A church would put it on faithfully every season. We would drive what seemed like a long distance, to a kid. We would be ushered into the high school gym where we would be put into sections in the bleachers to wait our turn. Most years the wait was very long, or what seemed very long, to a kid. We would then be directed onto school busses and driven to a piece of rural farm property where we would brave the cold and walk through the town of Bethlehem. Roman soldiers yelling and barking orders while our guide dressed in traditional clothing would speak for us as we would go to pay our taxes. We would see vendors, animals and travelers as we would walk the lit path. This ended with Mary and Joseph and baby jesus under a star in a stable. And don’t forget the hot chocolate and homemade cookies in the barn for each of us as we would wait on another fun bus ride filled with singing Christmas carols back to the school.

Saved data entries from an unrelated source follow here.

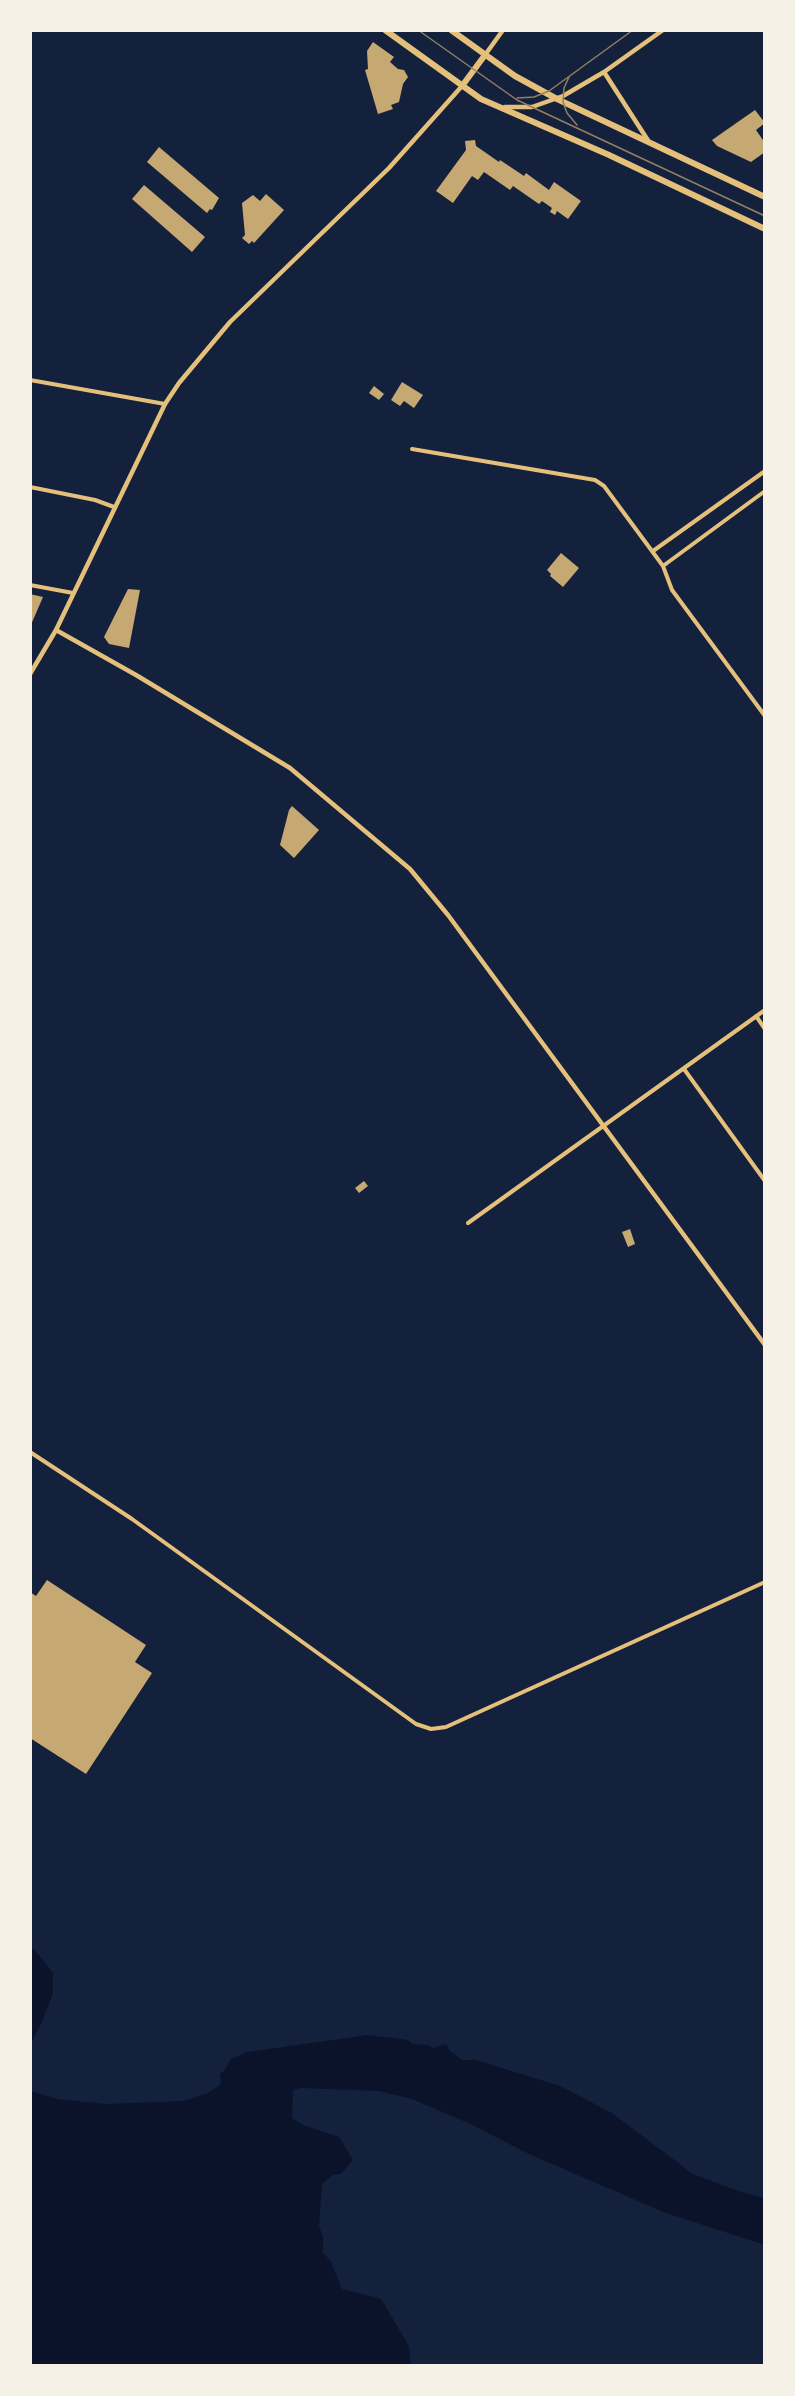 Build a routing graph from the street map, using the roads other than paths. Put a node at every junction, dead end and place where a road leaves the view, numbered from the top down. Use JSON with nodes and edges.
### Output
{"nodes":[{"id":1,"x":385,"y":30,"type":"edge"},
{"id":2,"x":451,"y":30,"type":"edge"},
{"id":3,"x":503,"y":30,"type":"edge"},
{"id":4,"x":663,"y":30,"type":"edge"},
{"id":5,"x":485,"y":54,"type":"junction"},
{"id":6,"x":604,"y":72,"type":"junction"},
{"id":7,"x":462,"y":86,"type":"junction"},
{"id":8,"x":557,"y":99,"type":"junction"},
{"id":9,"x":494,"y":105,"type":"junction"},
{"id":10,"x":651,"y":144,"type":"junction"},
{"id":11,"x":765,"y":197,"type":"edge"},
{"id":12,"x":765,"y":229,"type":"edge"},
{"id":13,"x":30,"y":380,"type":"edge"},
{"id":14,"x":165,"y":404,"type":"junction"},
{"id":15,"x":412,"y":449,"type":"dead end"},
{"id":16,"x":765,"y":471,"type":"edge"},
{"id":17,"x":30,"y":488,"type":"edge"},
{"id":18,"x":765,"y":492,"type":"edge"},
{"id":19,"x":114,"y":507,"type":"junction"},
{"id":20,"x":653,"y":551,"type":"junction"},
{"id":21,"x":663,"y":566,"type":"junction"},
{"id":22,"x":30,"y":585,"type":"edge"},
{"id":23,"x":73,"y":593,"type":"junction"},
{"id":24,"x":56,"y":630,"type":"junction"},
{"id":25,"x":30,"y":674,"type":"edge"},
{"id":26,"x":765,"y":717,"type":"edge"},
{"id":27,"x":765,"y":1010,"type":"edge"},
{"id":28,"x":756,"y":1016,"type":"junction"},
{"id":29,"x":765,"y":1029,"type":"edge"},
{"id":30,"x":684,"y":1069,"type":"junction"},
{"id":31,"x":605,"y":1126,"type":"junction"},
{"id":32,"x":765,"y":1181,"type":"edge"},
{"id":33,"x":468,"y":1223,"type":"dead end"},
{"id":34,"x":765,"y":1345,"type":"edge"},
{"id":35,"x":30,"y":1452,"type":"edge"},
{"id":36,"x":765,"y":1582,"type":"edge"}],
"edges":[{"from":1,"to":7,"type":"main road"},
{"from":2,"to":5,"type":"main road"},
{"from":3,"to":5,"type":"street"},
{"from":4,"to":6,"type":"street"},
{"from":5,"to":7,"type":"main road"},
{"from":5,"to":8,"type":"main road"},
{"from":6,"to":8,"type":"street"},
{"from":6,"to":10,"type":"street"},
{"from":7,"to":9,"type":"main road"},
{"from":7,"to":14,"type":"street"},
{"from":8,"to":9,"type":"street"},
{"from":8,"to":10,"type":"main road"},
{"from":9,"to":12,"type":"main road"},
{"from":10,"to":11,"type":"main road"},
{"from":13,"to":14,"type":"street"},
{"from":14,"to":19,"type":"street"},
{"from":15,"to":20,"type":"street"},
{"from":16,"to":20,"type":"street"},
{"from":17,"to":19,"type":"street"},
{"from":18,"to":21,"type":"street"},
{"from":19,"to":23,"type":"street"},
{"from":20,"to":21,"type":"street"},
{"from":21,"to":26,"type":"street"},
{"from":22,"to":23,"type":"street"},
{"from":23,"to":24,"type":"street"},
{"from":24,"to":25,"type":"street"},
{"from":24,"to":31,"type":"street"},
{"from":27,"to":28,"type":"street"},
{"from":28,"to":29,"type":"street"},
{"from":28,"to":30,"type":"street"},
{"from":30,"to":31,"type":"street"},
{"from":30,"to":32,"type":"street"},
{"from":31,"to":33,"type":"street"},
{"from":31,"to":34,"type":"street"},
{"from":35,"to":36,"type":"street"}]} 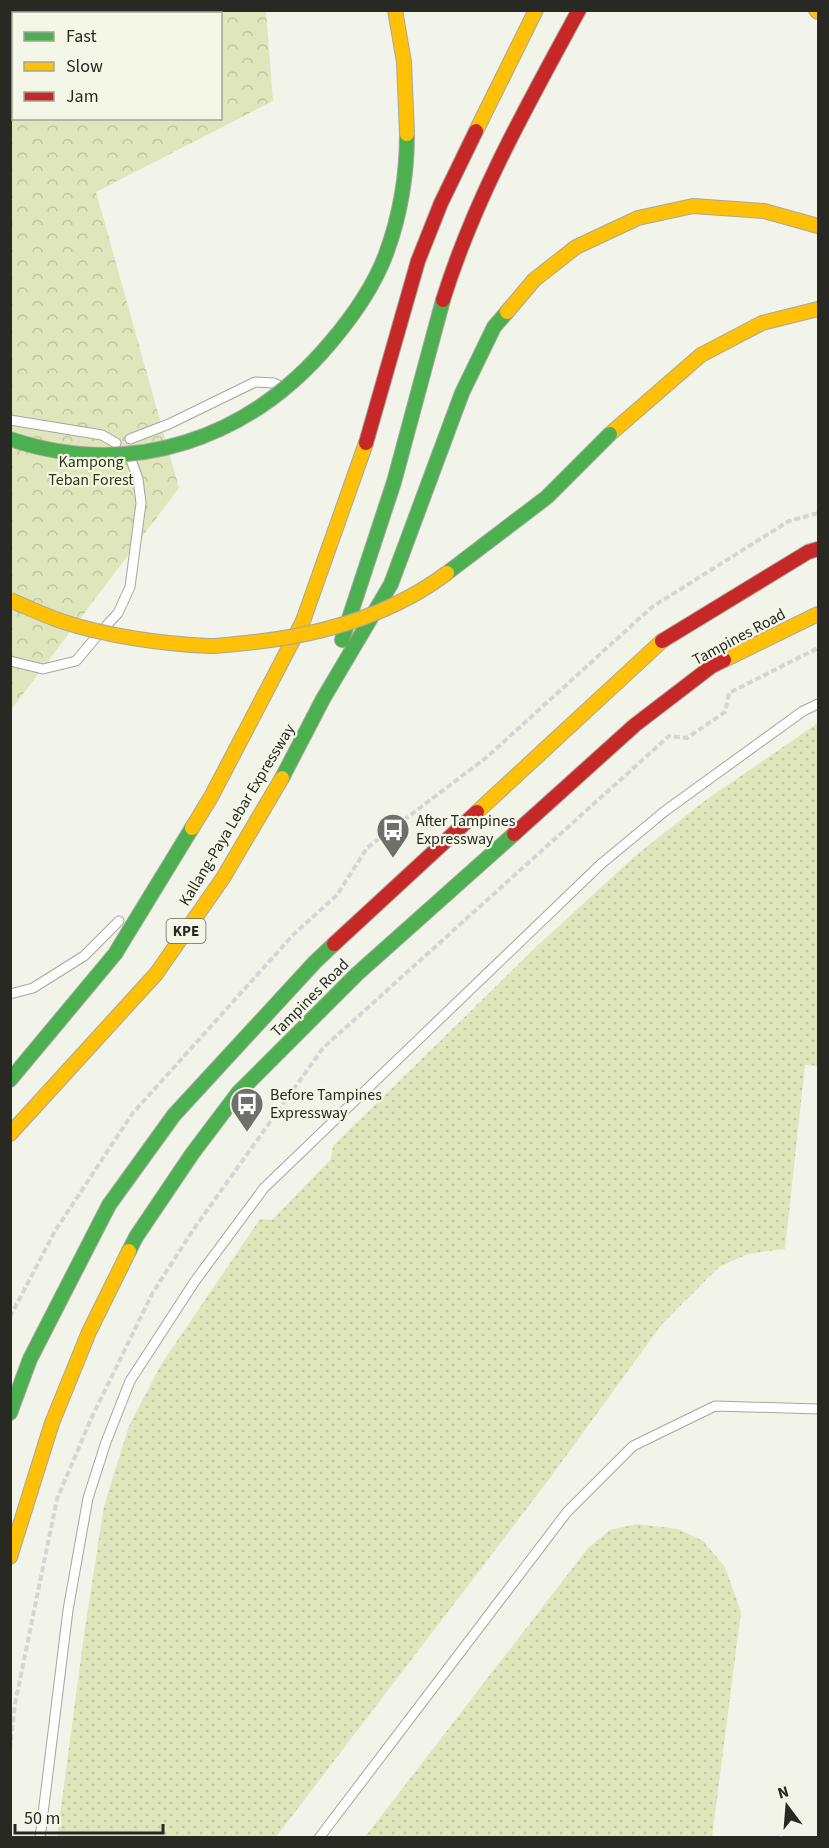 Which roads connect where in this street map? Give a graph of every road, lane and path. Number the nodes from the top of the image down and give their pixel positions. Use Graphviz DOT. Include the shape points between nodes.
graph roads {
  1 [pos="395,10"];
  2 [pos="536,10"];
  3 [pos="579,10"];
  4 [pos="819,226"];
  5 [pos="819,309"];
  6 [pos="287,391"];
  7 [pos="10,420"];
  8 [pos="10,439"];
  9 [pos="117,444"];
  10 [pos="819,513"];
  11 [pos="819,549"];
  12 [pos="10,600"];
  13 [pos="819,614"];
  14 [pos="10,661"];
  15 [pos="323,699"];
  16 [pos="819,704"];
  17 [pos="156,884"];
  18 [pos="132,908"];
  19 [pos="124,916"];
  20 [pos="10,994"];
  21 [pos="10,1080"];
  22 [pos="10,1134"];
  23 [pos="10,1317"];
  24 [pos="819,1409"];
  25 [pos="10,1413"];
  26 [pos="10,1557"];
  27 [pos="40,1838"];
  28 [pos="319,1838"];
  1 -- 8 [label="main road, bridge" via="409,105 407,164 397,219 374,282 320,358 257,409 222,429 181,444 108,455 47,450"];
  2 -- 17 [label="main road" via="441,203 418,261 371,429 303,621 211,797"];
  3 -- 15 [label="main road" via="501,153 452,269 399,462"];
  4 -- 15 [label="main road" via="764,211 693,206 638,218 576,247 534,279 494,327 462,393 391,584"];
  5 -- 12 [label="main road, bridge" via="762,323 701,355 610,434 547,497 435,582 395,604 342,625 276,640 211,646 133,638 61,621"];
  6 -- 9 [label="lane" via="274,382 255,382 169,424"];
  7 -- 9 [label="lane" via="102,435"];
  9 -- 14 [label="lane" via="130,458 141,503 130,587 118,613 76,661 43,669"];
  10 -- 23 [label="path" via="789,521 652,607 488,757 367,849 337,895 293,935 132,1114 55,1231"];
  11 -- 25 [label="main road, Tampines Road" via="664,639 315,962 174,1115 109,1205 30,1359"];
  13 -- 26 [label="main road, Tampines Road" via="712,666 635,725 357,974 238,1093 130,1248 89,1332 52,1423"];
  15 -- 22 [label="main road, Kallang-Paya Lebar Expressway / KPE" via="223,878 156,974"];
  16 -- 27 [label="lane" via="803,711 665,811 601,864 264,1188 195,1281 130,1380 88,1498 68,1610"];
  17 -- 18 [label="lane"];
  17 -- 21 [label="main road" via="115,954"];
  19 -- 20 [label="lane" via="84,956 33,988"];
  24 -- 28 [label="lane" via="715,1406 633,1446 567,1512"];
} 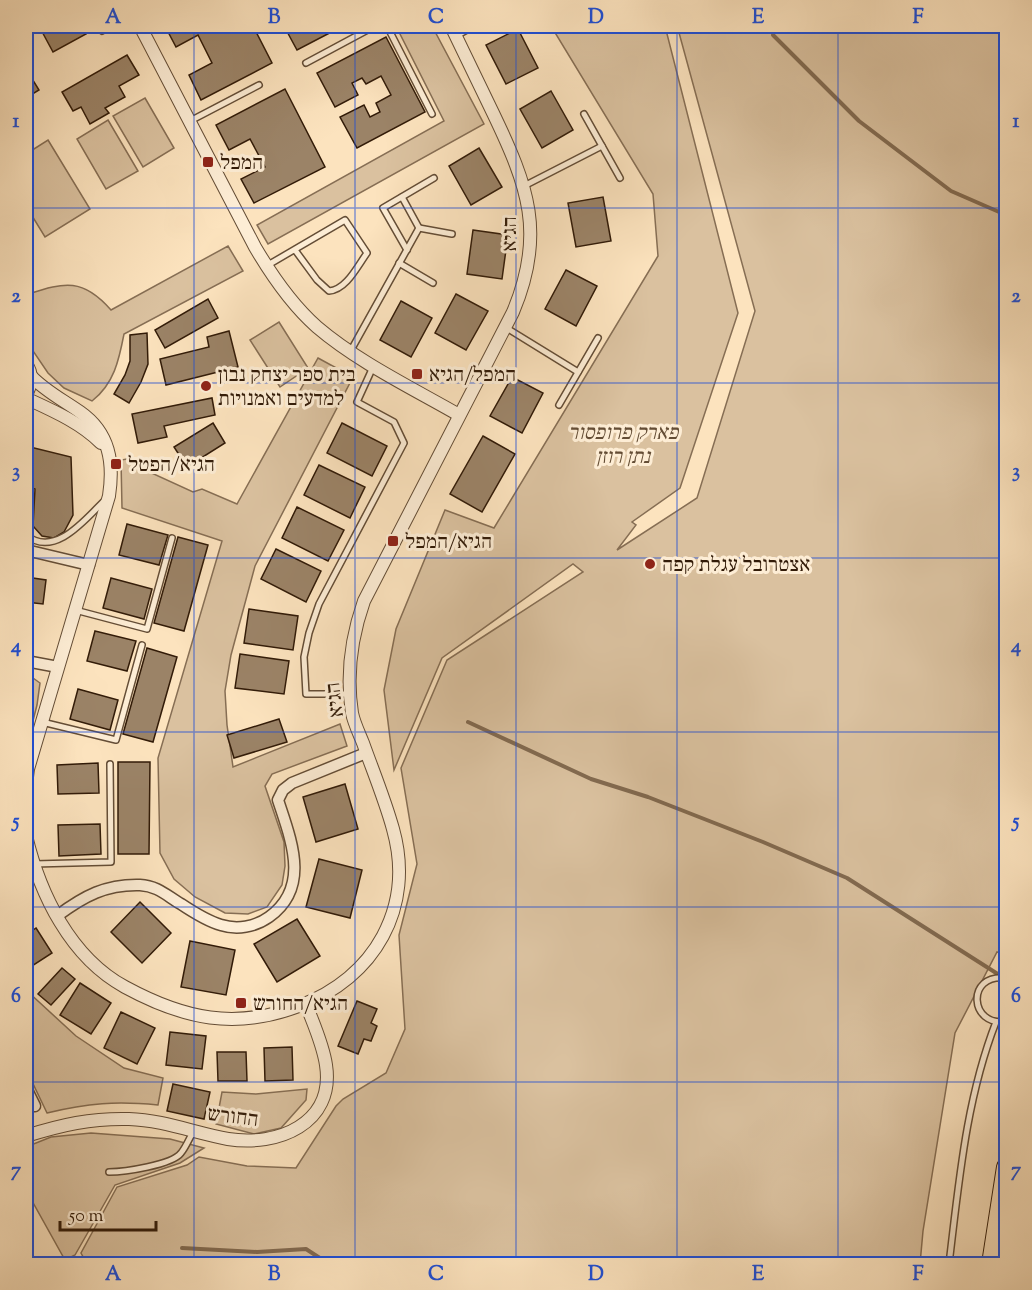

The tradition slipped away with time and it was something talked about, but never planned. And as you know, drugs, bars and parties got in my way of continuing the tradition…until. Last year I took my two older girls and my mother/law. And this past Friday, my husband and my youngest joined us! It may seem like a small thing to some, or even silly to others. But to me, it feels like going home. I love everything about it. Well, except the cold. It got down to the 20’s Friday night.
I love, love the fact that it’s something I did that my kids can do. I don’t have much of that to share with them. On our Christmas tree there are ornaments my husband made as a boy. There are toys in the closet he played with as a child. I don’t have that to show my girls. So it just made me feel so proud.
I’ll share pictures with you at the end. But I wanted to drive a point home with this post. First, there were many amish in our group. They watched us curiously throughout…as I, did them. There were also many complaints going up around me, “15 mins a bus, that means we wait an hour and 15 minutes, ugh.” Another complaint was about the cold, and another about the cookies weren’t the kind she liked. But at the end, after we saw Mary and Joseph-holding what I hope to be a baby doll in that cold!- our guide took us to a cross. He spoke of Christ. How Christ was born so he could die for our sins, which I gave an amen to. This action sent the amish girls looking at me so strangely, as it’s not their custom for women to speak out like so. The guide mentioned there were pastors in a tent waiting for anyone with questions on how to be saved behind us. I believe these pastors and this guide to be of a different denomination than mine. That’s when it hit me. Some of us are there because our church is putting on this event, some of us are there because it’s fun and we never get out into the world, and some of us are there to re-create a family tradition…but we were all there that night because we all believe.